▶ [TASK REQUIREMENTS]: Establish how many lines in the material include the string "bottom" and report it as a lone number.

▶ [RECORDS FOR PROCESSING]:
==========

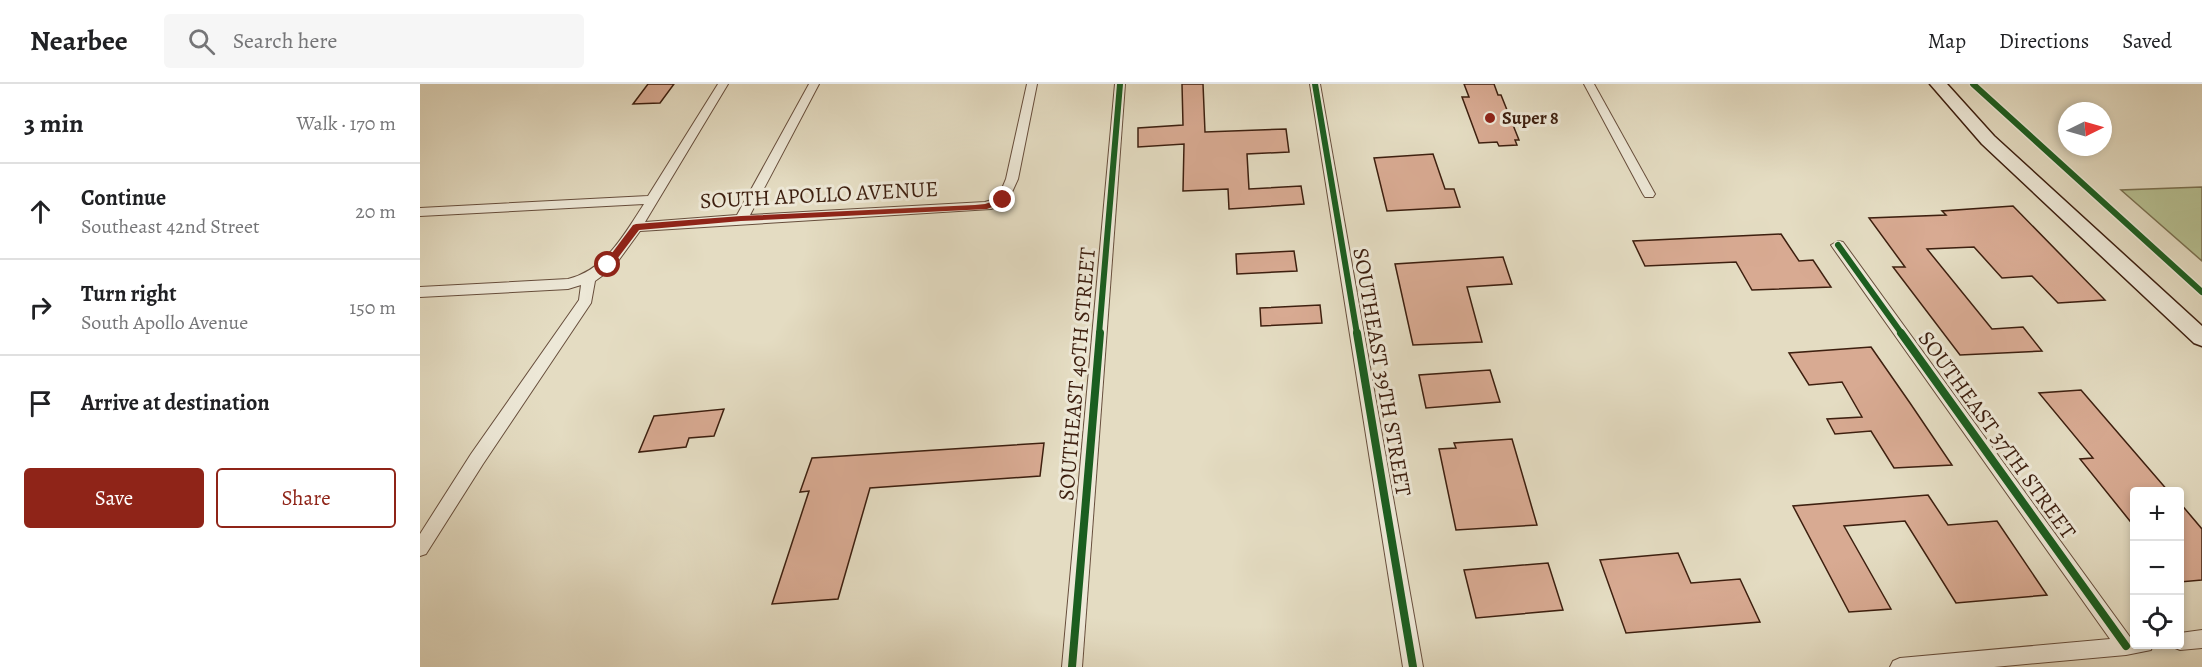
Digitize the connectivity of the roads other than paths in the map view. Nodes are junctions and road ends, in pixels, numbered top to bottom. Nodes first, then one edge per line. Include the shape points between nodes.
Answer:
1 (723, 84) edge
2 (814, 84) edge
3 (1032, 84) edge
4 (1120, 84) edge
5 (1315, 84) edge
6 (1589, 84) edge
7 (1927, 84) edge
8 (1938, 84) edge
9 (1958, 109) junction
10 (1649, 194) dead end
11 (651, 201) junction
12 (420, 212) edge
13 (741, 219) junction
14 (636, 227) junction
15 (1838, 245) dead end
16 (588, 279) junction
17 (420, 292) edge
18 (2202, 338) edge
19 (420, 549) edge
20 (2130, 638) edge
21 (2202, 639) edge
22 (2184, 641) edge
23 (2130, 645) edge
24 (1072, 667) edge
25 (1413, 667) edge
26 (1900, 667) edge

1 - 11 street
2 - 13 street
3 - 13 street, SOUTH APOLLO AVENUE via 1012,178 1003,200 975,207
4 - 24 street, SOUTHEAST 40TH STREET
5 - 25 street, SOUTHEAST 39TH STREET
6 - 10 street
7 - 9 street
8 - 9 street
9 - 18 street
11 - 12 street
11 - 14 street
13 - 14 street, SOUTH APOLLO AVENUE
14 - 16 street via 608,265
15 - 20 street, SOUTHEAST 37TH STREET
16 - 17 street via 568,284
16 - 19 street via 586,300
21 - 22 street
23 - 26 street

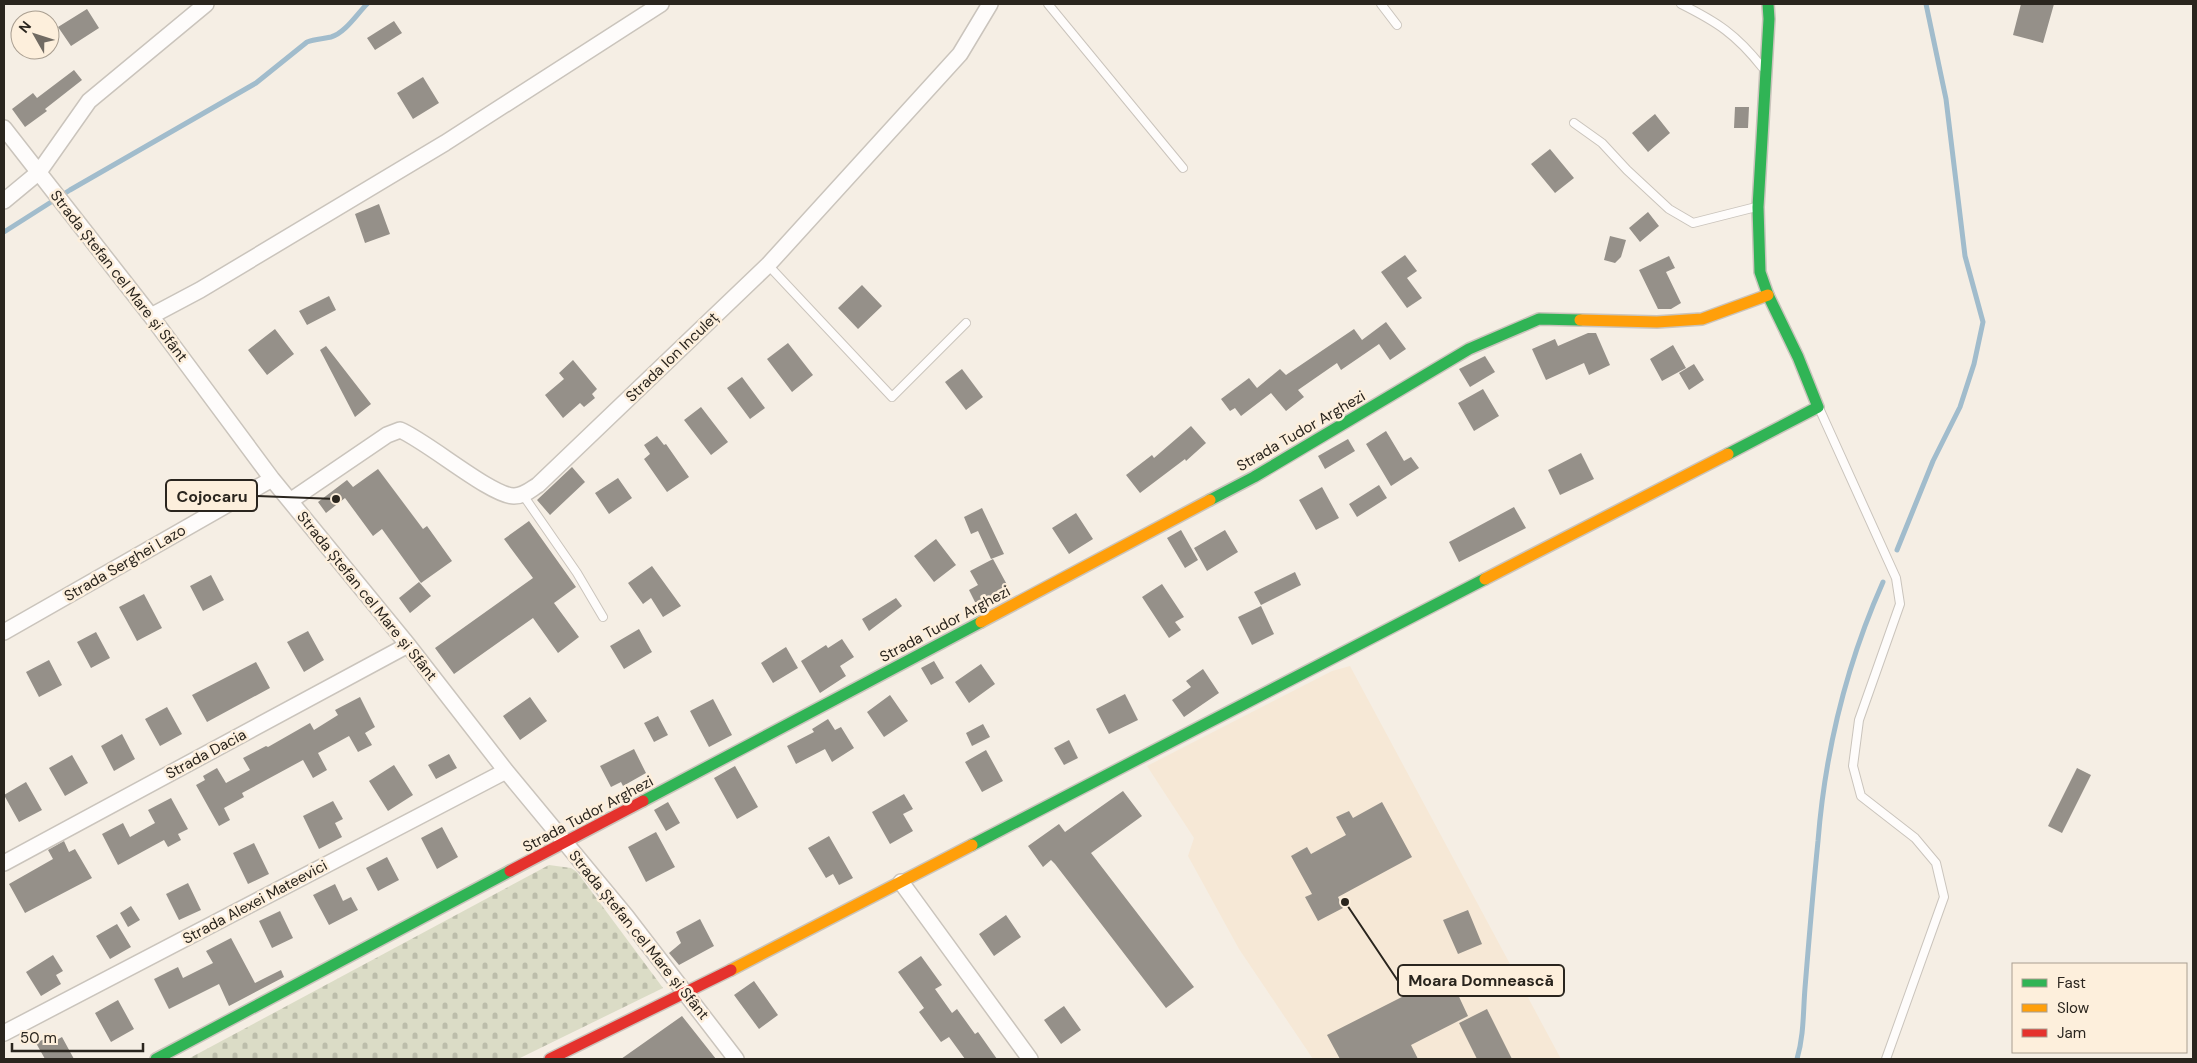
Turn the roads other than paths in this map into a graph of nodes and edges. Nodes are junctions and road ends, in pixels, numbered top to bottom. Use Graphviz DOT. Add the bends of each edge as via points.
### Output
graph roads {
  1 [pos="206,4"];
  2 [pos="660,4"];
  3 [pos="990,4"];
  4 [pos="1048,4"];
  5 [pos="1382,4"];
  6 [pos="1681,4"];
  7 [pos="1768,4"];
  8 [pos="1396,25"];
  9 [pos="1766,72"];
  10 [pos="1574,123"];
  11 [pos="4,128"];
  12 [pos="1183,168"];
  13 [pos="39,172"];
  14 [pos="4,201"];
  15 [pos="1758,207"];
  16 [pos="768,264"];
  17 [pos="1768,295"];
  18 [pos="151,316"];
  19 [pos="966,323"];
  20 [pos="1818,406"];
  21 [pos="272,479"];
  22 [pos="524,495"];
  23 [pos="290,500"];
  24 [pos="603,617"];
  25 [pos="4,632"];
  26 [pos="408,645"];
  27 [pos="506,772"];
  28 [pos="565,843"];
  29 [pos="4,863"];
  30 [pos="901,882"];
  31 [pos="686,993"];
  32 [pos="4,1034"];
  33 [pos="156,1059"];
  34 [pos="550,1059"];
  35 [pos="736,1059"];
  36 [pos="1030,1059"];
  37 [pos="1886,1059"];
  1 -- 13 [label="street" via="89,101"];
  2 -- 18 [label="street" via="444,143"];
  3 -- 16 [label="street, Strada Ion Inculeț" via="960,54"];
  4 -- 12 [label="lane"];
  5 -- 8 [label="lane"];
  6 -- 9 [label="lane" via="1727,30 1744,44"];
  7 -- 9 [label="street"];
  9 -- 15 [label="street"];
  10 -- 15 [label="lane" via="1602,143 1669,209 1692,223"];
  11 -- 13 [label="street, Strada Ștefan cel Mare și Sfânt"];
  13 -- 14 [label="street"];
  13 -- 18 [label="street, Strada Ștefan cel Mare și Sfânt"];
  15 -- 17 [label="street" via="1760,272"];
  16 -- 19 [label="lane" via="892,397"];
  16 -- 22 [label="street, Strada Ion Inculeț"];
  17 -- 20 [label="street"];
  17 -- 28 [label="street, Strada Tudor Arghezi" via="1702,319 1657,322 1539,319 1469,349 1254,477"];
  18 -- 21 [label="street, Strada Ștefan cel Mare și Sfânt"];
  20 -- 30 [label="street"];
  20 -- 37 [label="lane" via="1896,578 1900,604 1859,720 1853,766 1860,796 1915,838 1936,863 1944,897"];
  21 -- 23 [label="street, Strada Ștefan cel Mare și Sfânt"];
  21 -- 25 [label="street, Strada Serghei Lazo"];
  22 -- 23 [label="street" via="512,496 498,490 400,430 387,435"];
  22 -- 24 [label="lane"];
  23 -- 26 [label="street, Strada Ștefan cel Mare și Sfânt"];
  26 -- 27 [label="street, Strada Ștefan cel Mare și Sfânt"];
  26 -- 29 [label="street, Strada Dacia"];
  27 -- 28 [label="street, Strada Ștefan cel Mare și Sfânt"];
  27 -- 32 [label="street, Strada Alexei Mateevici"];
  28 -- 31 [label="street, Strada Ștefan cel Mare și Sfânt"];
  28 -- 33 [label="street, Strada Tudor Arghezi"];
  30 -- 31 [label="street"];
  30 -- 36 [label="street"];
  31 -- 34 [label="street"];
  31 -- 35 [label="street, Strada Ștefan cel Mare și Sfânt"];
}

==========

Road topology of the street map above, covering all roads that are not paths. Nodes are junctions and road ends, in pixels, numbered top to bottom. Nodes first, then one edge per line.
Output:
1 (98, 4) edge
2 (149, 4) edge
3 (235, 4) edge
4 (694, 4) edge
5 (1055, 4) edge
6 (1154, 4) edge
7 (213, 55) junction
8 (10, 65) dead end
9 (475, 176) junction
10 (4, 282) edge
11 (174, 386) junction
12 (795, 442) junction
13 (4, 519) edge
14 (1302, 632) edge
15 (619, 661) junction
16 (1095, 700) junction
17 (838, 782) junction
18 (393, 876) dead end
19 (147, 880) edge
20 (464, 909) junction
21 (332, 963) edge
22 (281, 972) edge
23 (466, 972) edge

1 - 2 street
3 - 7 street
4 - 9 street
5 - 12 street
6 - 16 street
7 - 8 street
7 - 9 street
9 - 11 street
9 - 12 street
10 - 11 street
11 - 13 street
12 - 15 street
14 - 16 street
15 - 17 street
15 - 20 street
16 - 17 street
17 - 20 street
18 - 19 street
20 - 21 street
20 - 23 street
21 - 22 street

==========

▶ [EXPECTED ANSWER]: 3